Work item: Search the records for the string "Darim", then copy each line where it appears.

____ Provided information

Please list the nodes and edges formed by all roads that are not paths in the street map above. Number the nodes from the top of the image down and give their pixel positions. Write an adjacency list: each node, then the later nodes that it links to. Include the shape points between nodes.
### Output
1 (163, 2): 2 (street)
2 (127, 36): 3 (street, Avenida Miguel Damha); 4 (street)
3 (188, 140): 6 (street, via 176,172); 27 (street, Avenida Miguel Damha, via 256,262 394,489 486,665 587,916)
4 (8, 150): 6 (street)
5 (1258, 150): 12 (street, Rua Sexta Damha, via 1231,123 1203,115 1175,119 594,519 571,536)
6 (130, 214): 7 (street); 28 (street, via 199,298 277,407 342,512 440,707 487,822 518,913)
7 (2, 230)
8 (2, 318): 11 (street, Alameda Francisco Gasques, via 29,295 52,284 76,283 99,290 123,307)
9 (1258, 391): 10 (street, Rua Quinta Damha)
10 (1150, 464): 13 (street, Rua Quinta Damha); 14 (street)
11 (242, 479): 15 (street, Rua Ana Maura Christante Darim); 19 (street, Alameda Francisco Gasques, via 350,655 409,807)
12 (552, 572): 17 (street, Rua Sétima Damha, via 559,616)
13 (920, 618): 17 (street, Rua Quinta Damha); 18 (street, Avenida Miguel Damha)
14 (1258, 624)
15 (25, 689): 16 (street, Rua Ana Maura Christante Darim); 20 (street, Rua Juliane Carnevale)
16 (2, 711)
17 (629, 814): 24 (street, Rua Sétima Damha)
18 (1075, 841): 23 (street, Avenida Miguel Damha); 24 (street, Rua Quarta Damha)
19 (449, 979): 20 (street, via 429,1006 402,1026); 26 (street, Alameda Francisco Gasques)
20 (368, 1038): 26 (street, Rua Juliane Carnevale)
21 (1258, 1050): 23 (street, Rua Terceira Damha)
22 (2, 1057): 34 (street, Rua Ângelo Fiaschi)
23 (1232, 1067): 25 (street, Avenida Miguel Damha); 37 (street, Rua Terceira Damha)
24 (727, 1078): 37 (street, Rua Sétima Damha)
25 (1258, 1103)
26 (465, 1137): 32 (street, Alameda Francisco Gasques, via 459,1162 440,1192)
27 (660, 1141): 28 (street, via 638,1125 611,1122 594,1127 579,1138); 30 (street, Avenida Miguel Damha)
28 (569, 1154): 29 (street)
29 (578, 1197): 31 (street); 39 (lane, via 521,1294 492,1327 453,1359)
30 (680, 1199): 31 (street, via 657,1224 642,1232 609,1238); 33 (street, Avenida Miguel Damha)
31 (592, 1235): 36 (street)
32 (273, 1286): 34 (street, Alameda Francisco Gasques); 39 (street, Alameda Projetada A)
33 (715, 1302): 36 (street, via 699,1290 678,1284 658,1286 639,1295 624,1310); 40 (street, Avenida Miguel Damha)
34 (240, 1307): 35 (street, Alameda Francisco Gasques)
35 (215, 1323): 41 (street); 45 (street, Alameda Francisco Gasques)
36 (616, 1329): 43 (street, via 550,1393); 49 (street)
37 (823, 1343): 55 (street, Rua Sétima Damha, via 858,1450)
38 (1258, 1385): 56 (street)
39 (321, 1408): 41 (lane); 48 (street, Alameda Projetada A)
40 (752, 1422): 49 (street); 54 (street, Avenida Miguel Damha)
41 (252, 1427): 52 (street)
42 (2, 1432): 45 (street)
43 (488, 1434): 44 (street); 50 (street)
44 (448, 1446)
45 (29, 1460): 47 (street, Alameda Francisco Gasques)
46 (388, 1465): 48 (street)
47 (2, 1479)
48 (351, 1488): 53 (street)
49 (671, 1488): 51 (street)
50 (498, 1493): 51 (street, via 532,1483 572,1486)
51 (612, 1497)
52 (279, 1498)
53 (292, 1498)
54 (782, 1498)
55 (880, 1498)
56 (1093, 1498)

________

Answer to the exercise:
11 (242, 479): 15 (street, Rua Ana Maura Christante Darim); 19 (street, Alameda Francisco Gasques, via 350,655 409,807)
15 (25, 689): 16 (street, Rua Ana Maura Christante Darim); 20 (street, Rua Juliane Carnevale)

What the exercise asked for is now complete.